Here is a generic function that I wrote to simplify plotting of data with fitted and empirical densities.

# FUNCTION TO DRAW HISTOGRAM OF DATA WITH EMPIRICAL AND FITTED DENSITITES
# data  = values to be fitted
# func  = name of function to fit (e.g., 'norm', 'gumbel' etc.)
# start = named list of parameters to pass to fitting function 
hist_with_density = function(data, func, start = NULL){
    # load libraries
    library(VGAM); library(fitdistrplus); library(ggplot2)

    # fit density to data
    fit   = fitdist(data, func, start = start)
    args  = as.list(fit$estimate)
    dfunc = match.fun(paste('d', func, sep = ''))

    # plot histogram, empirical and fitted densities
    p0 = qplot(data, geom = 'blank') +
       geom_line(aes(y = ..density..,colour = 'Empirical'),stat = 'density') +
       stat_function(fun = dfunc, args = args, aes(colour = func))  +
       geom_histogram(aes(y = ..density..), alpha = 0.4) +
       scale_colour_manual(name = '', values = c('red', 'blue')) + 
       opts(legend.position = 'top', legend.direction = 'horizontal')
    return(p0)  
}

Here are two examples of how you would use it Example 1: Fit a Gumbel

data1 = sample(10:50,1000,rep=TRUE)
(hist_with_density(data1, 'gumbel', start = list(location = 0, scale = 1)))

enter image description here

Example 2: Fit a Normal Distribution

data2 = rnorm(1000, 2, 1)
(hist_with_density(data2, 'norm'))

enter image description here

IRTFM
  • 258,963
  • 21
  • 364
  • 487
Ramnath
  • 54,439
  • 16
  • 125
  • 152
  • 1
    +1 Great answer. "ops" is deprecated since ggplot2 version 0.9.1, use "theme" instead: theme(legend.position = 'top', legend.direction = 'horizontal') – Eduardo Jul 04 '14 at 11:00
4

Earlier session showed that the parameter estimates from the gumbel call were near 24 and 11.

library(evd)
library(ggplot2)
 speeds2 <- data.frame(speed=sample(10:50,1000,rep=TRUE))
 ggplot(data=speeds2, aes(x=speed), geom="density") + 
   stat_function(fun=dgumbel, args=list(loc=24, scale=11))

If you only used the parameters of 1 and 0.5, you got a straight flat line.

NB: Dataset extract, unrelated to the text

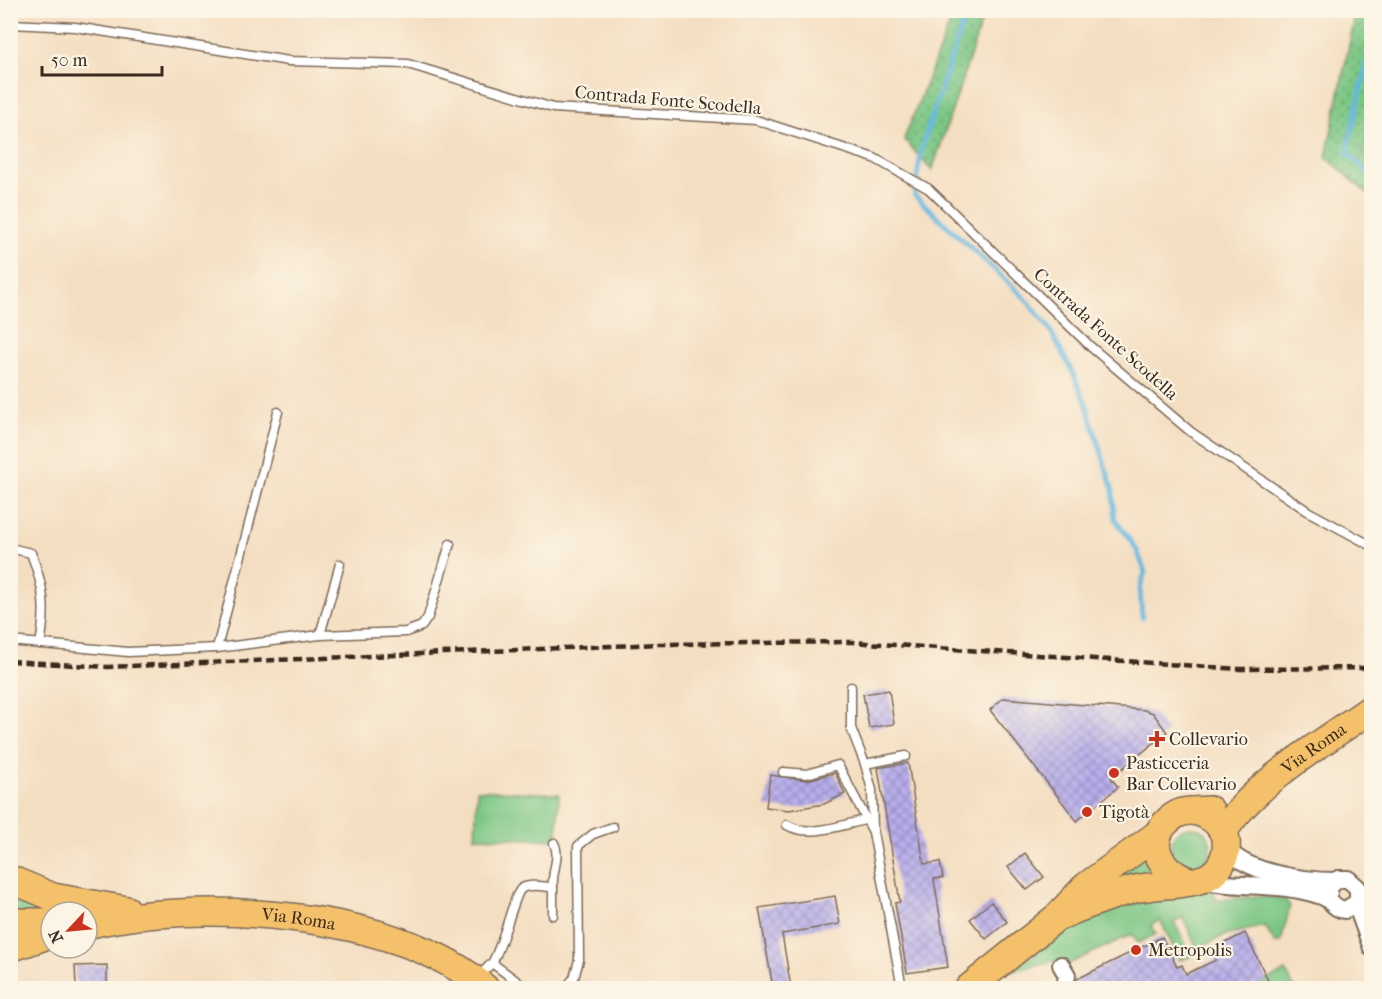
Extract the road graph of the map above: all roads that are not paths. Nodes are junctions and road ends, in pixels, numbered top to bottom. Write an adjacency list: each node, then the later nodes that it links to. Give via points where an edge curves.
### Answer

Loading only evd prevents conflicts with the dgumbel-related functions in evir. When you load evir second you get:

> speeds2 <- data.frame(speed=sample(10:50,1000,rep=TRUE))
> ggplot(data=speeds2, aes(x=speed), geom="density") + 
+   stat_function(fun=dgumbel, args=list(loc=24, scale=11))
Error in dgev(x, loc = loc, scale = scale, shape = 0, log = log) : 
  unused argument(s) (loc = loc, scale = scale, shape = 0, log = log)

Demonstrating how to make a call to a dgumbel function in a particular (better behaved) package:

library(VGAM)
ggplot(data = speeds2, aes(x = speed)) + 
   stat_function(fun = VGAM::dgumbel, args = list(location = 24, scale = 11))

I think Ramnath's suggestion to add the empiric 'density' is good but I prefer to use geom_histogram:

ggplot(data=speeds2, aes(x=speed)) + geom_histogram(aes(y = ..density..) , binwidth=5 ) + 
                            stat_function(fun=dgumbel, args=list(loc=24, scale=11))

enter image description here

IRTFM
  • 258,963
  • 21
  • 364
  • 487
  • Okay, so you're right about the package conflict. I have edited the question to reflect the needed packages. I was hoping to fit the gumbel distribution to my data, hence attempting to use the function from evir. Does that make sense? Is there an alternative? – Chris Jul 27 '11 at 16:26
  • Makes sense to me. In fact, I used the knowledge gained from the earlier session's use of `gumbel` to substitute more meaningful values for the `dgumbel` call. You probably need to run 'gumbel' call, note the parameter estimates, then detach package evir, then load package evd and do you plotting. Or you could use a package with dgumbel that has a NAMESPACE. – IRTFM Jul 27 '11 at 16:31
  • I tried gum.fit in package ismev, which seems to do the job too. Thanks for solving that one! – Chris Jul 27 '11 at 17:01
  • 1
    @DWin. your first solution does not plot the empirical density. you probably need to call it as `ggplot(data=speeds2, aes(x=speed)) + geom_density() + stat_function(fun=dgumbel, args=list(loc=24, scale=11))`. – Ramnath Jul 27 '11 at 19:28
  • @Ramnath. Agree. Added code to do something like that, except it doesn't smooth as much as the default setting for geom_density. – IRTFM Jul 27 '11 at 21:51
3

With a small, modification to your code (adding a geom) it works fine for me.

library(evd)
speeds2 <- data.frame(speed = sample(10:50, 1000, rep = TRUE))

ggplot(data = speeds2, aes(x = speed)) + 
  stat_function(fun = dgumbel, args = list(loc = 1, scale = 0.5)) +
  geom_histogram()
Richie Cotton
  • 118,240
  • 47
  • 247
  • 360